The creation of pictorial experience is at the heart of Holly Coulis's work. Lines cross her paintings in specifically plastic ways: taking direction, dividing up areas, circumscribing forms. Working from initial sketches, Coulis creates space though brushy lines and defined areas of applied paint, each outlined in color. The result is abstraction intersecting with the odd still life object – most often citrus. These forms act as spatial agents in a picture plane, rather than as substitutes for bodies in physical space.

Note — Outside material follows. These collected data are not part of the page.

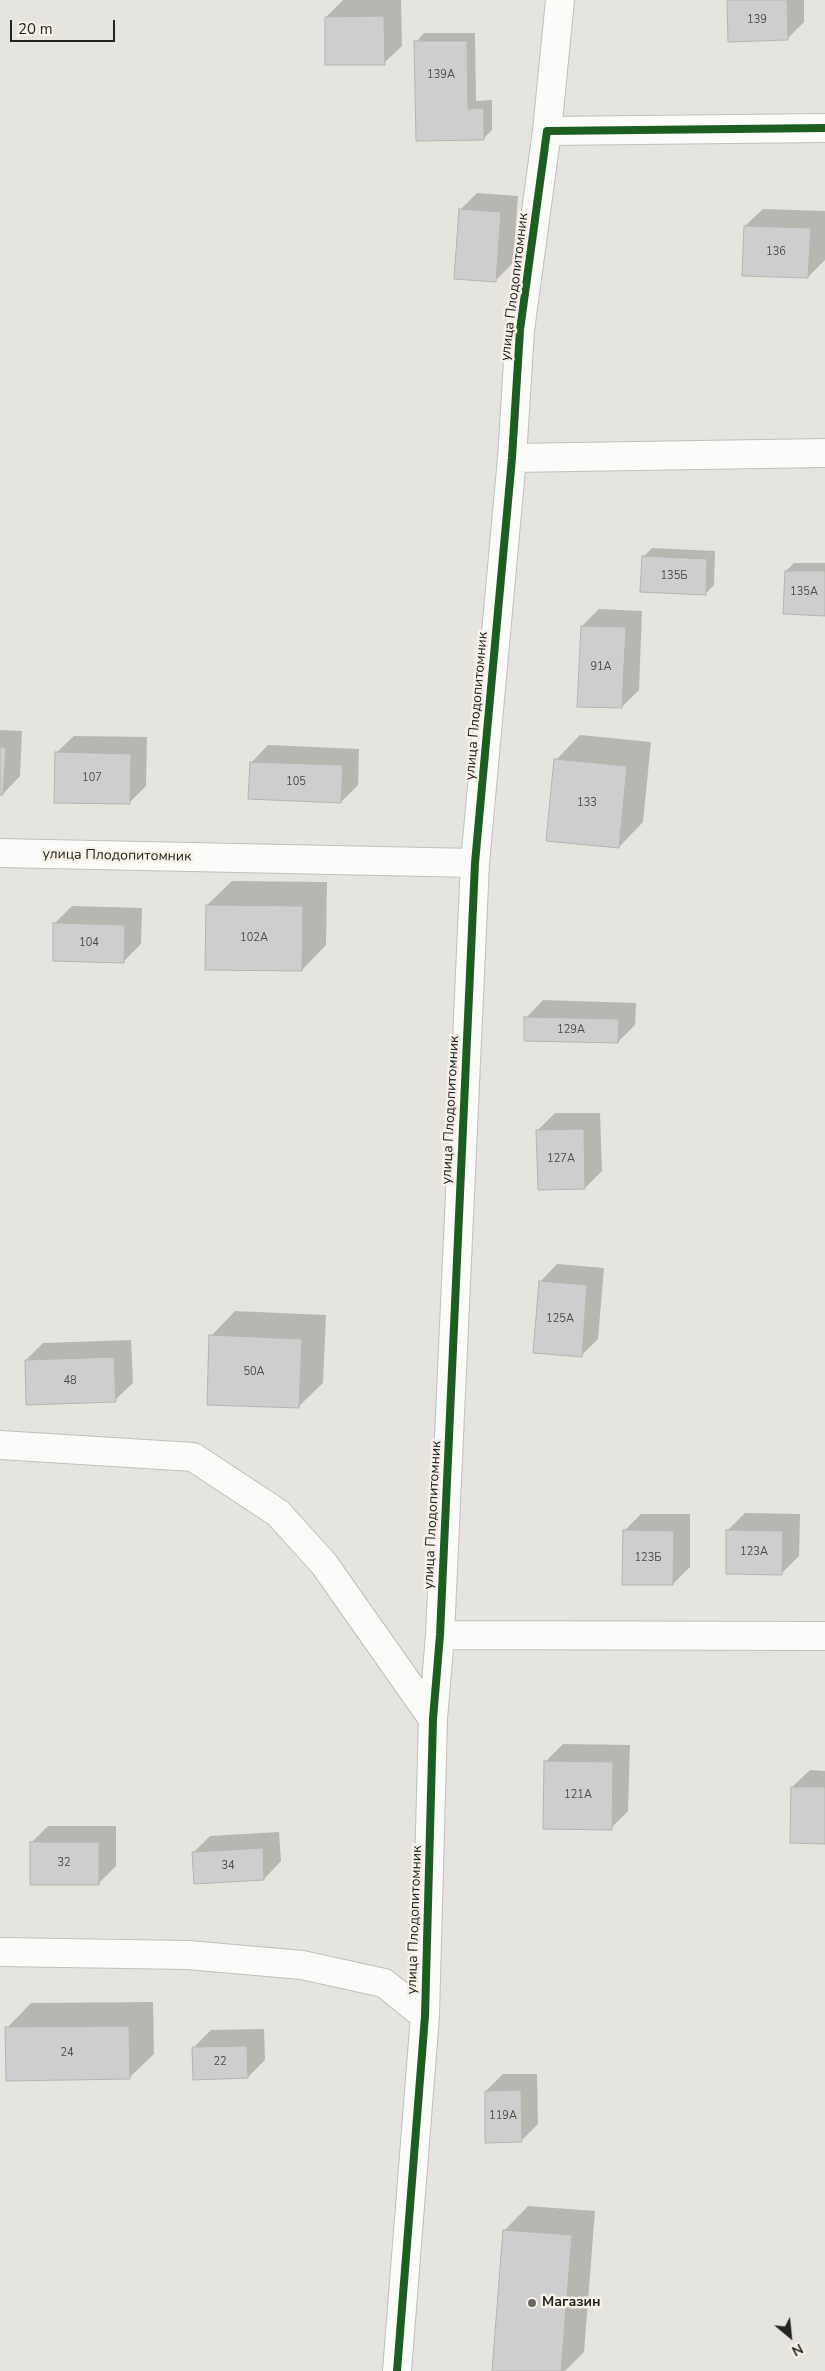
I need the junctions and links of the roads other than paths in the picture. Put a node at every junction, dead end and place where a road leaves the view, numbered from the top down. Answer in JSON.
{"nodes":[{"id":1,"x":560,"y":0,"type":"edge"},
{"id":2,"x":825,"y":128,"type":"edge"},
{"id":3,"x":547,"y":131,"type":"junction"},
{"id":4,"x":825,"y":453,"type":"edge"},
{"id":5,"x":512,"y":458,"type":"junction"},
{"id":6,"x":0,"y":853,"type":"edge"},
{"id":7,"x":475,"y":863,"type":"junction"},
{"id":8,"x":0,"y":1444,"type":"edge"},
{"id":9,"x":440,"y":1635,"type":"junction"},
{"id":10,"x":825,"y":1636,"type":"edge"},
{"id":11,"x":433,"y":1719,"type":"junction"},
{"id":12,"x":0,"y":1952,"type":"edge"},
{"id":13,"x":425,"y":2016,"type":"junction"},
{"id":14,"x":396,"y":2371,"type":"edge"}],
"edges":[{"from":1,"to":3,"type":"street","name":"улица Плодопитомник"},
{"from":2,"to":3,"type":"street"},
{"from":3,"to":5,"type":"street","name":"улица Плодопитомник"},
{"from":4,"to":5,"type":"street"},
{"from":5,"to":7,"type":"street","name":"улица Плодопитомник"},
{"from":6,"to":7,"type":"street","name":"улица Плодопитомник"},
{"from":7,"to":9,"type":"street","name":"улица Плодопитомник"},
{"from":8,"to":11,"type":"street"},
{"from":9,"to":10,"type":"street"},
{"from":9,"to":11,"type":"street","name":"улица Плодопитомник"},
{"from":11,"to":13,"type":"street","name":"улица Плодопитомник"},
{"from":12,"to":13,"type":"street"},
{"from":13,"to":14,"type":"street","name":"улица Плодопитомник"}]}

Writing on Swiss master Paul Klee, Bridget Riley notes, "Every painter starts with elements - lines, colors, forms - that are essentially abstract in relation to the pictorial experience that can be created with them." Coulis's forms jostle up against one another and dissolve, lending her compositions a feeling of movement and energy that includes both subject matter and a sense of abstraction. Color, rather than being the color of something specific, is contextualized by its surroundings. It defines space while also pushing that space both toward and away from us. The shapes in Coulis’s work shift, fan, and stack, creating depth as well as unfamiliar moments.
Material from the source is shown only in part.